In the first tip (SQL Server Integration Services (SSIS) - Best Practices - Part 1) of this series I wrote about SSIS design best practices. To continue down that path, this tip is going to cover recommendations related to the SQL Server Destination Adapter, asynchronous transformations, DefaultBufferMaxSize and DefaultBufferMaxRows, BufferTempStoragePath and BLOBTempStoragePath as well as the DelayValidation property.

Solution

In this tip my recommendations are related to different kinds of transformations, impacts for overall SSIS package performance, how memory is managed in SSIS by creating buffers, working with insufficient memory, how SSIS manages spooling when experiencing memory pressure and the significance of the DelayValidation property.

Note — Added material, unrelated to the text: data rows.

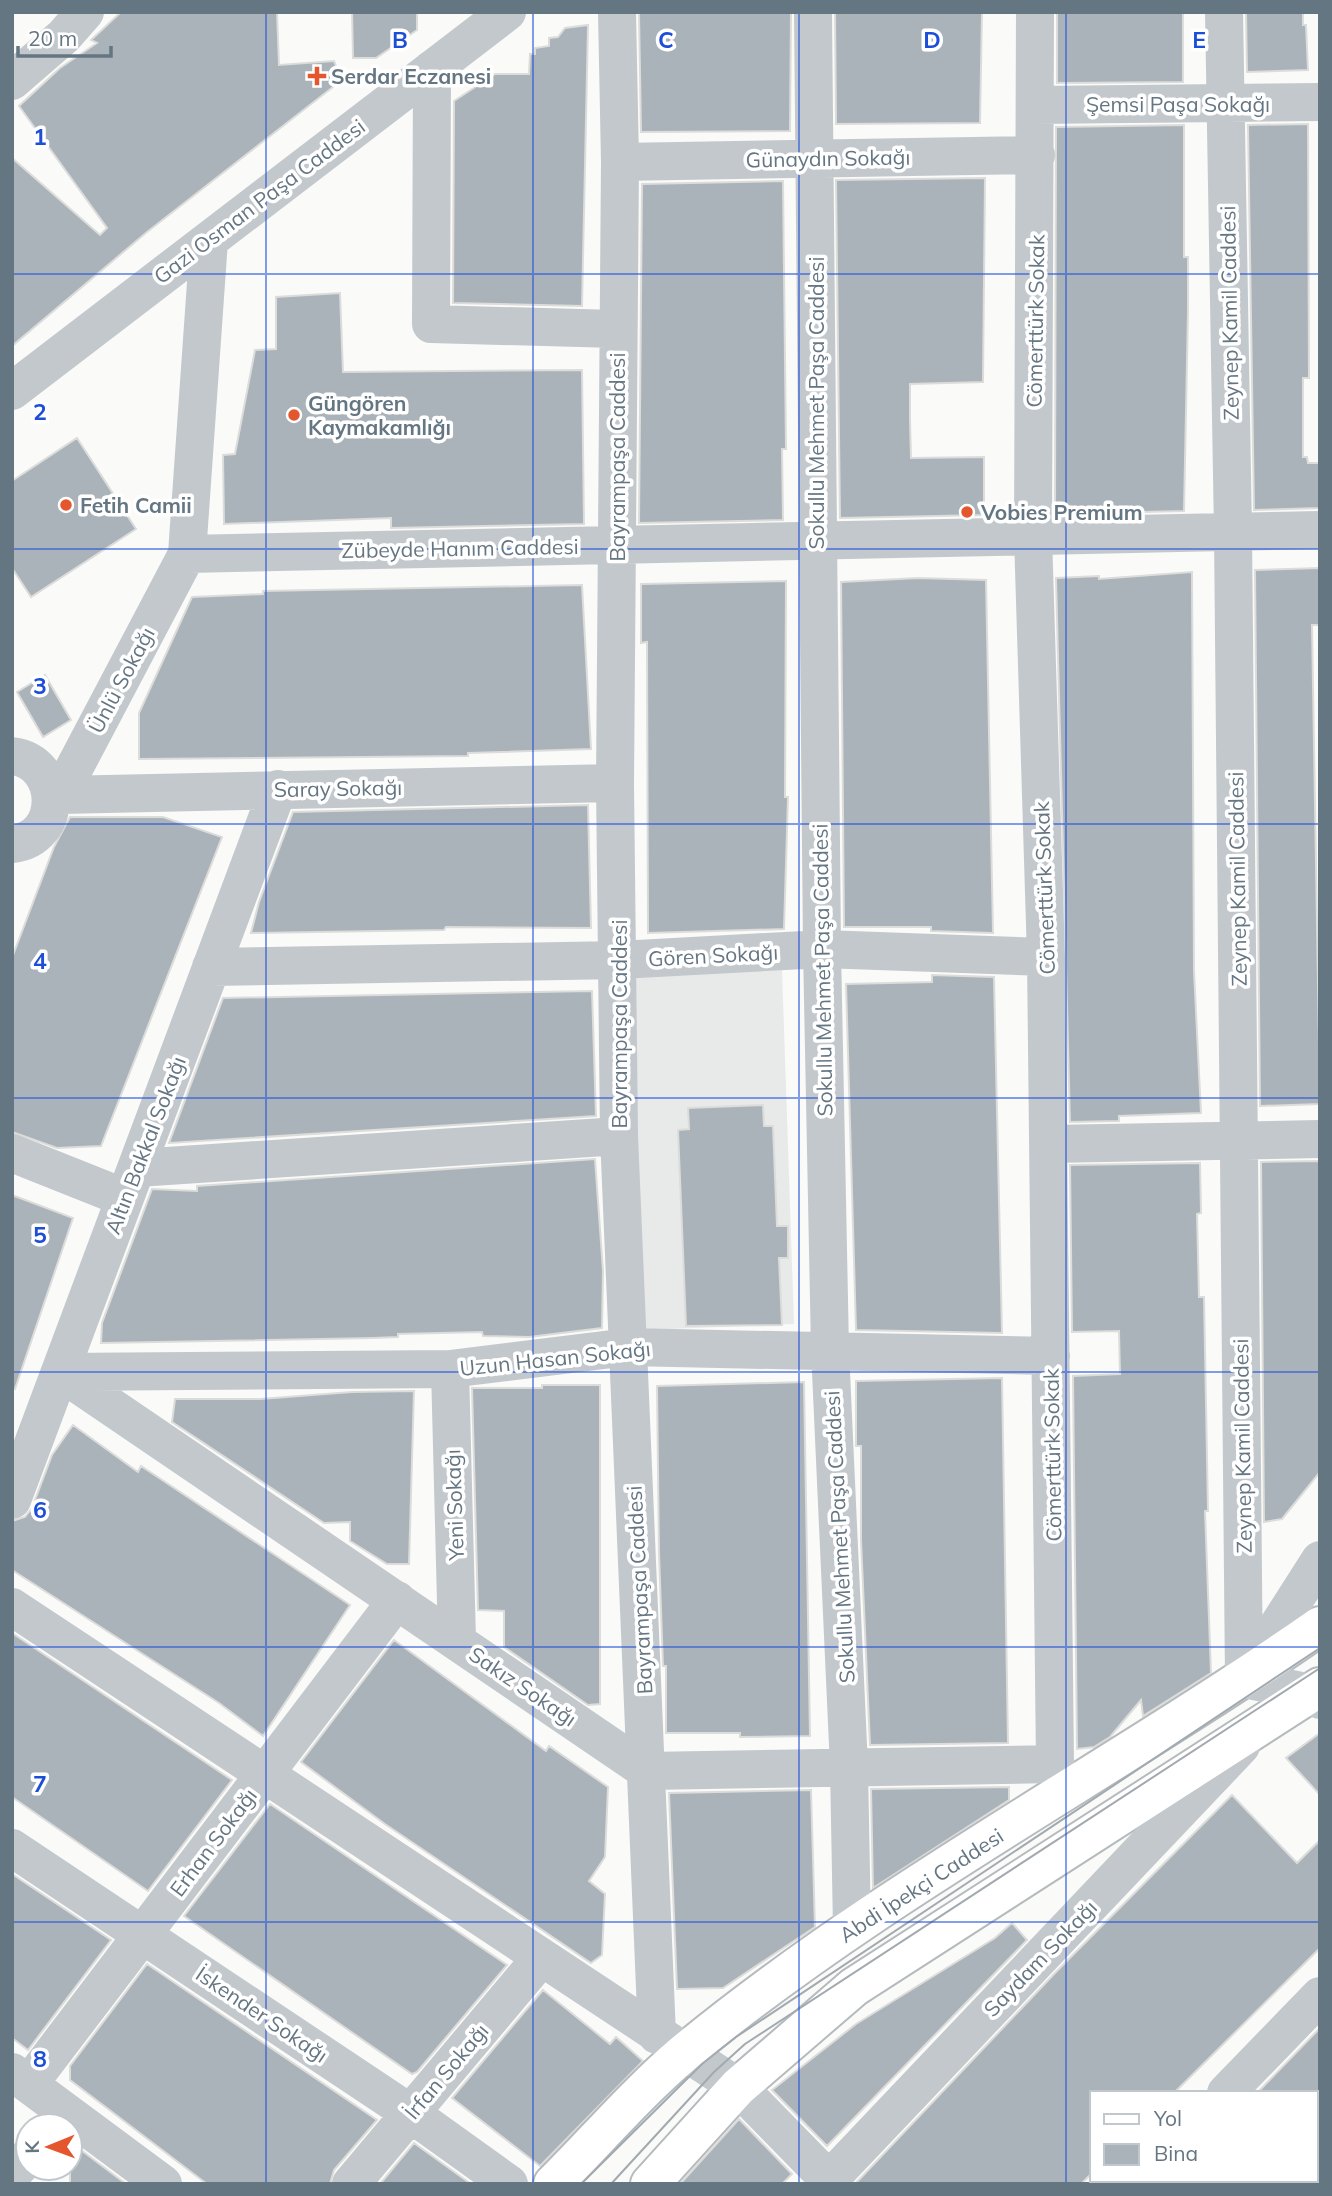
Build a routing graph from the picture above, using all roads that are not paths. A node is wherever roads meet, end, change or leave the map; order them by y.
1 (85, 12) edge
2 (506, 12) edge
3 (617, 12) edge
4 (813, 12) edge
5 (1035, 12) edge
6 (1224, 12) edge
7 (450, 43) edge
8 (12, 81) edge
9 (1320, 102) edge
10 (1225, 104) junction
11 (1037, 105) junction
12 (1037, 155) junction
13 (816, 159) junction
14 (620, 162) junction
15 (209, 240) junction
16 (616, 329) junction
17 (12, 391) edge
18 (1320, 530) edge
19 (1233, 532) junction
20 (1033, 537) junction
21 (816, 541) junction
22 (618, 545) junction
23 (187, 554) junction
24 (15, 750) edge
25 (615, 783) junction
26 (278, 789) junction
27 (56, 799) junction
28 (21, 841) edge
29 (12, 876) edge
30 (822, 949) junction
31 (1046, 957) junction
32 (619, 960) junction
33 (211, 967) junction
34 (619, 1136) junction
35 (1239, 1139) junction
36 (1320, 1139) edge
37 (1049, 1144) junction
38 (12, 1153) edge
39 (131, 1183) junction
40 (628, 1347) junction
41 (830, 1350) junction
42 (1051, 1356) junction
43 (450, 1369) junction
44 (60, 1373) junction
45 (12, 1500) edge
46 (1320, 1560) edge
47 (397, 1600) junction
48 (12, 1606) edge
49 (1320, 1626) edge
50 (457, 1641) junction
51 (1244, 1679) junction
52 (1317, 1693) edge
53 (1254, 1731) junction
54 (849, 1767) junction
55 (647, 1771) junction
56 (264, 1774) junction
57 (12, 1848) edge
58 (852, 1928) junction
59 (143, 1935) junction
60 (541, 1958) junction
61 (1320, 1996) edge
62 (670, 2045) junction
63 (20, 2078) edge
64 (738, 2087) junction
65 (1228, 2091) edge
66 (56, 2112) edge
67 (411, 2113) junction
68 (84, 2133) edge
69 (829, 2182) edge
70 (163, 2184) edge
71 (351, 2184) edge
72 (509, 2184) edge
73 (553, 2184) edge
74 (650, 2184) edge

1 - 8 street
2 - 7 street, Gazi Osman Paşa Caddesi
3 - 14 street, Bayrampaşa Caddesi
4 - 13 street, Sokullu Mehmet Paşa Caddesi
5 - 11 street, Cömerttürk Sokak
6 - 10 street, Zeynep Kamil Caddesi
7 - 15 street, Gazi Osman Paşa Caddesi
7 - 16 street
9 - 10 street, Şemsi Paşa Sokağı
10 - 11 street, Şemsi Paşa Sokağı
10 - 19 street, Zeynep Kamil Caddesi
11 - 12 street, Cömerttürk Sokak
12 - 13 street, Günaydın Sokağı
12 - 20 street, Cömerttürk Sokak
13 - 14 street, Günaydın Sokağı
13 - 21 street, Sokullu Mehmet Paşa Caddesi
14 - 16 street, Bayrampaşa Caddesi
15 - 17 street, Gazi Osman Paşa Caddesi
15 - 23 street
16 - 22 street, Bayrampaşa Caddesi
18 - 19 street, Zübeyde Hanım Caddesi
19 - 20 street, Zübeyde Hanım Caddesi
19 - 35 street, Zeynep Kamil Caddesi
20 - 21 street, Zübeyde Hanım Caddesi
20 - 31 street, Cömerttürk Sokak
21 - 22 street, Zübeyde Hanım Caddesi
21 - 30 street, Sokullu Mehmet Paşa Caddesi
22 - 23 street, Zübeyde Hanım Caddesi
22 - 25 street, Bayrampaşa Caddesi
23 - 27 street, Ünlü Sokağı
24 - 27 street
25 - 26 street, Saray Sokağı
25 - 32 street, Bayrampaşa Caddesi
26 - 27 street, Saray Sokağı
26 - 33 street, Altın Bakkal Sokağı
27 - 28 street, Ünlü Sokağı
28 - 29 street, Ünlü Sokağı
30 - 31 street, Gören Sokağı
30 - 32 street, Gören Sokağı
30 - 41 street, Sokullu Mehmet Paşa Caddesi
31 - 37 street, Cömerttürk Sokak
32 - 33 street, Gören Sokağı
32 - 34 street, Bayrampaşa Caddesi
33 - 39 street, Altın Bakkal Sokağı
34 - 39 street
34 - 40 street, Bayrampaşa Caddesi
35 - 36 street
35 - 37 street
35 - 51 street, Zeynep Kamil Caddesi
37 - 42 street, Cömerttürk Sokak
38 - 39 street
39 - 44 street, Altın Bakkal Sokağı
40 - 41 street, Uzun Hasan Sokağı
40 - 43 street, Uzun Hasan Sokağı
40 - 55 street, Bayrampaşa Caddesi
41 - 42 street, Uzun Hasan Sokağı
41 - 54 street, Sokullu Mehmet Paşa Caddesi
42 - 54 street, Cömerttürk Sokak
43 - 44 street, Uzun Hasan Sokağı
43 - 50 street, Yeni Sokağı
44 - 45 street, Altın Bakkal Sokağı
44 - 47 street, Sakız Sokağı
46 - 51 street
47 - 50 street, Sakız Sokağı
47 - 56 street, Erhan Sokağı
48 - 56 street
49 - 51 main road, Abdi İpekçi Caddesi
50 - 55 street, Sakız Sokağı
51 - 52 street
51 - 58 main road, Abdi İpekçi Caddesi
52 - 53 main road
53 - 64 main road
53 - 69 street, Saydam Sokağı
54 - 55 street
54 - 58 street, Sokullu Mehmet Paşa Caddesi
55 - 62 street, Bayrampaşa Caddesi
56 - 59 street, Erhan Sokağı
56 - 60 street
57 - 59 street, İskender Sokağı
58 - 62 main road, Abdi İpekçi Caddesi
59 - 63 street, Erhan Sokağı
59 - 67 street, İskender Sokağı
60 - 62 street
60 - 67 street, İrfan Sokağı
61 - 65 street
62 - 64 street
62 - 73 main road, Abdi İpekçi Caddesi
63 - 66 street
64 - 69 street
64 - 74 main road
67 - 71 street, İrfan Sokağı
67 - 72 street, İskender Sokağı
68 - 70 street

Best Practice #5 - SQL Server Destination Adapter

It is recommended to use the SQL Server Destination adapter, if your target is a local SQL Server database. It provides a similar level of data insertion performance as the Bulk Insert task and provides some additional benefits. With the SQL Server Destination adapter you can transformation the data before uploading it to the destination, which is not possible with Bulk Insert task. Apart from the options which are available with OLEDB destination adapter, you will get some more options with the SQL Server destination adapter as depicted in the images below. For example, you can specify whether the insert triggers on the target table should fire or not. By default this option is set to false which means no triggers on the destination table will fire. Enabling this option may cause an additional performance hit because the triggers need to fire, but the trigger logic may be needed to enforce data or business rules. Additional options include specifying the number of the first/last rows in the input to load, specifying the maximum number of errors which will cause the bulk load operation to be cancelled as well as specifying the insert column sort order which will be used during the upload process.

sqlserver destination

ole db destination

Remember if your SQL Server database is on a remote server, you cannot use SQL Server Destination adapter. Instead use the OLEDB destination adapter. In addition, if it is likely that the destination will change from a local to remote instances or from one SQL Server instance to another, it is better to use the OLEDB destination adapter to minimize future changes.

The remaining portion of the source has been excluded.